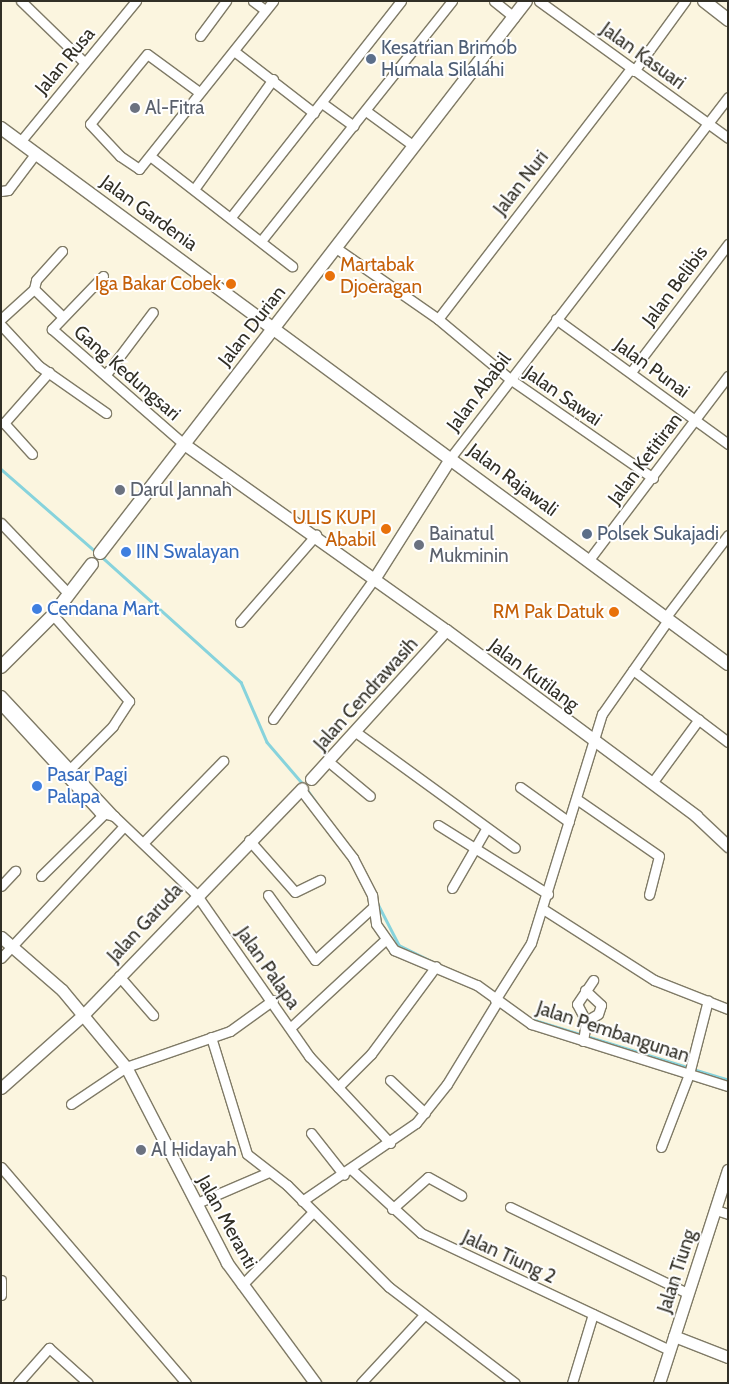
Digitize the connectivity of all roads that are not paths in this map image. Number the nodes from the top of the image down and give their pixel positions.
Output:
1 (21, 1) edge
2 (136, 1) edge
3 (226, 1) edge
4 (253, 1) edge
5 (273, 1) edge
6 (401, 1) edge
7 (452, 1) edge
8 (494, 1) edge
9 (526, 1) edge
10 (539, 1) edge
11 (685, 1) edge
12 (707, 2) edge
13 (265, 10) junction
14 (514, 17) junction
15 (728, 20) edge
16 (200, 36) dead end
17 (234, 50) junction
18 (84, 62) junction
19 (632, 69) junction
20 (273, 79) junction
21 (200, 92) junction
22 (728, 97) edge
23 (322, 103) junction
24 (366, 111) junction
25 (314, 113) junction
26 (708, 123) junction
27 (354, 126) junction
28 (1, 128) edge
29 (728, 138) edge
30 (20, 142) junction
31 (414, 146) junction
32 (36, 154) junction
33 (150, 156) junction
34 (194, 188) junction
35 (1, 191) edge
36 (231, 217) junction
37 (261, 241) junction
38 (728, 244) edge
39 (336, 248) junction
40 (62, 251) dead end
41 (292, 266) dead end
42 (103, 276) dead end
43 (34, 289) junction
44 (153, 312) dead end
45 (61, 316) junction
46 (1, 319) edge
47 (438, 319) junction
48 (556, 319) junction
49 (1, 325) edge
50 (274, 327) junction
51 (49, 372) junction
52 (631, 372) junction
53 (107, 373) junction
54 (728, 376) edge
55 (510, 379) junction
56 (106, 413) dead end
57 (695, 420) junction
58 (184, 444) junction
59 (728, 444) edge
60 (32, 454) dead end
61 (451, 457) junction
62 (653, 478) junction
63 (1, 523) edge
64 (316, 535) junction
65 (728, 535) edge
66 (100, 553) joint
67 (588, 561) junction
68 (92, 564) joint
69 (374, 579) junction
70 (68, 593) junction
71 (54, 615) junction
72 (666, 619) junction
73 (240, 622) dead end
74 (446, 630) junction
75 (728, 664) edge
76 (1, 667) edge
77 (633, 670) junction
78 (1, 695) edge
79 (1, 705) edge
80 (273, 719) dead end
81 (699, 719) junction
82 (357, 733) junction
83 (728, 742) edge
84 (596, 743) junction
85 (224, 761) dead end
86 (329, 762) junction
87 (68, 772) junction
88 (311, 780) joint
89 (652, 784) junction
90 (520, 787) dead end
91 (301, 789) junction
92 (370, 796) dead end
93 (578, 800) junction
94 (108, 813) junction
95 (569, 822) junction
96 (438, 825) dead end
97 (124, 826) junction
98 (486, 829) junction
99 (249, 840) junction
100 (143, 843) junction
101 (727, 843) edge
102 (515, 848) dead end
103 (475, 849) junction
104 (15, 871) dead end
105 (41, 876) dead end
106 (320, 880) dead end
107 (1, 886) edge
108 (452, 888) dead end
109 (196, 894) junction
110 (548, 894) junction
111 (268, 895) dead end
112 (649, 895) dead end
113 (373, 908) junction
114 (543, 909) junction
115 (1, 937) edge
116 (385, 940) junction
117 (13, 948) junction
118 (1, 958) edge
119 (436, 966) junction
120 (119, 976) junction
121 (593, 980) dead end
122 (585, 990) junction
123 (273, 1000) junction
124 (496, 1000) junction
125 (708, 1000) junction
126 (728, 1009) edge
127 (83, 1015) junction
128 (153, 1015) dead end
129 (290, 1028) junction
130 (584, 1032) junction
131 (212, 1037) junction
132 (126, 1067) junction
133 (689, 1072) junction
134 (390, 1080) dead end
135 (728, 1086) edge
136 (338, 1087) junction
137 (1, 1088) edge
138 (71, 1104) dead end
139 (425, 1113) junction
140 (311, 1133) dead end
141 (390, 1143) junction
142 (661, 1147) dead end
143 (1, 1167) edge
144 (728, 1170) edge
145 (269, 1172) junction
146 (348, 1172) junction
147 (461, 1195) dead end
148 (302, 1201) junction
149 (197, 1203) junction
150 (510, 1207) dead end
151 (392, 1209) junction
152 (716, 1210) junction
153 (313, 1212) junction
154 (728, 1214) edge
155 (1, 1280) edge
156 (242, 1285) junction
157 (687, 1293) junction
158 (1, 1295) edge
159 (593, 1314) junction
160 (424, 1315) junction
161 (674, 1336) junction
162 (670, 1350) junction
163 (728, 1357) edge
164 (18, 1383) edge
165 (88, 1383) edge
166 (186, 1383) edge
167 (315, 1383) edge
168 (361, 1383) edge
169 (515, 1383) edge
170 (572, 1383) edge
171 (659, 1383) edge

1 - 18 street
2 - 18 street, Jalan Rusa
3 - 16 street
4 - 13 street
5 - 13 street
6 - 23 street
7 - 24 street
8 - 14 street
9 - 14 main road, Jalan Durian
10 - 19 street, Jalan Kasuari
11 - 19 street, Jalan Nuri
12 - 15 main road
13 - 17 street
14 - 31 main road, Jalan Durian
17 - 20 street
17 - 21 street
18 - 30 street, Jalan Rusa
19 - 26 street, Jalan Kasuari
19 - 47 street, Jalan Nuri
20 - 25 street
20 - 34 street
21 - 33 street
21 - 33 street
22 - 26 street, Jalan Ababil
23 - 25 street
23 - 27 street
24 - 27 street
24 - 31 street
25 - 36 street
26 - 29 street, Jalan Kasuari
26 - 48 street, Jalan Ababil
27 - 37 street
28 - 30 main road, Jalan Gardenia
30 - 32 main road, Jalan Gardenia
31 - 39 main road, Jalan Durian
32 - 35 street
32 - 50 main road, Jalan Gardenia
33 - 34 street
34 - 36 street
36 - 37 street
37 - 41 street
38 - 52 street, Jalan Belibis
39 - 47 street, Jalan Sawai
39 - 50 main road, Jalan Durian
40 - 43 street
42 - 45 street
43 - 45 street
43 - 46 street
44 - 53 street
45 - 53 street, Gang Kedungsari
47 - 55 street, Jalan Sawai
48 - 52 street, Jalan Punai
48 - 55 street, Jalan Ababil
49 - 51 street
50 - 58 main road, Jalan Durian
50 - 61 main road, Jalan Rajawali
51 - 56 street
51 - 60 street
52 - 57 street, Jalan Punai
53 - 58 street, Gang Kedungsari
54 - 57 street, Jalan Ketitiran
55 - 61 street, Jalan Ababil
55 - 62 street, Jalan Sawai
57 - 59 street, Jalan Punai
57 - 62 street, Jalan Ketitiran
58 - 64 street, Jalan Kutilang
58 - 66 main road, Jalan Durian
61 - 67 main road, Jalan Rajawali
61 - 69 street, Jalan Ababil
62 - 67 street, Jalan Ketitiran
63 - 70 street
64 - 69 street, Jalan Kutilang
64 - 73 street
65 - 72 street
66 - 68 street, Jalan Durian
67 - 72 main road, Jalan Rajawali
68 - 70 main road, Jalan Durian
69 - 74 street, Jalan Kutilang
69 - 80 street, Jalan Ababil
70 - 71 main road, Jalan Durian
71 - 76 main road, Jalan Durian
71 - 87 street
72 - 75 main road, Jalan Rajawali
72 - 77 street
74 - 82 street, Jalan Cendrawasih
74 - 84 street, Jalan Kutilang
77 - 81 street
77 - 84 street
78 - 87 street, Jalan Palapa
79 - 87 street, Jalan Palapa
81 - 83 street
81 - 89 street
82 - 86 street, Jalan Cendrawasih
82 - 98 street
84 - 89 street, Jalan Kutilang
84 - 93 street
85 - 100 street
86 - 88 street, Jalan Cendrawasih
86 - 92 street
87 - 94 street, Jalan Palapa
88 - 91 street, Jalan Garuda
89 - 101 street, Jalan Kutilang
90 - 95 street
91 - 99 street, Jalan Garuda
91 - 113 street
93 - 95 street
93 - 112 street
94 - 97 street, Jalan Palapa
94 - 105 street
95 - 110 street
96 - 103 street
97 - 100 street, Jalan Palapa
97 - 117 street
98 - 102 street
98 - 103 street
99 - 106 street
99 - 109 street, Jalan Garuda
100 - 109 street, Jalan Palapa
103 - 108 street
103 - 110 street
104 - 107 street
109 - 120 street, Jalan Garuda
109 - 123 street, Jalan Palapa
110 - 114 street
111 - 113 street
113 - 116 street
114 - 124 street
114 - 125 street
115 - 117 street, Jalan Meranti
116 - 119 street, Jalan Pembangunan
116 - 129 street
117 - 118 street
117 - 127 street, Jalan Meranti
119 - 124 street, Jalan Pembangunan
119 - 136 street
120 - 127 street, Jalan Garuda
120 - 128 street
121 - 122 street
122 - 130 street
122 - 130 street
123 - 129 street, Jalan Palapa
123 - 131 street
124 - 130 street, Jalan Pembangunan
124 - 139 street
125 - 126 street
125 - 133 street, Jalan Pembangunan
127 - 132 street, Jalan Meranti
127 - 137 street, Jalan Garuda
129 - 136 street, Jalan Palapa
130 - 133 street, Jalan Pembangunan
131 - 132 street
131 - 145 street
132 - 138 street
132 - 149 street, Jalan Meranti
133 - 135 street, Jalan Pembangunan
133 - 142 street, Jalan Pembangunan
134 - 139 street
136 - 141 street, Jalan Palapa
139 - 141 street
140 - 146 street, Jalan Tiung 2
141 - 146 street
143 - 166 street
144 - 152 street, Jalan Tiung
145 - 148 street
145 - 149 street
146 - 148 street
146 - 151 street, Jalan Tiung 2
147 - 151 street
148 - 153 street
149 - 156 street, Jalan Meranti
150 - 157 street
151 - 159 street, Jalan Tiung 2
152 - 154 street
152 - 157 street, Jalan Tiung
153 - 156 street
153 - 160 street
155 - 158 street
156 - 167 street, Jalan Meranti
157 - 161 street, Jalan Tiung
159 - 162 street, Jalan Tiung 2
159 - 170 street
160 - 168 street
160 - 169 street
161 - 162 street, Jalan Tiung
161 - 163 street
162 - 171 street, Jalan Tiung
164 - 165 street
^^^^^^^^
[TASK PROMPT] Copy the lines above that hold the word "Sawai".

[OUTPUT FOR THIS EXERCISE]
39 - 47 street, Jalan Sawai
47 - 55 street, Jalan Sawai
55 - 62 street, Jalan Sawai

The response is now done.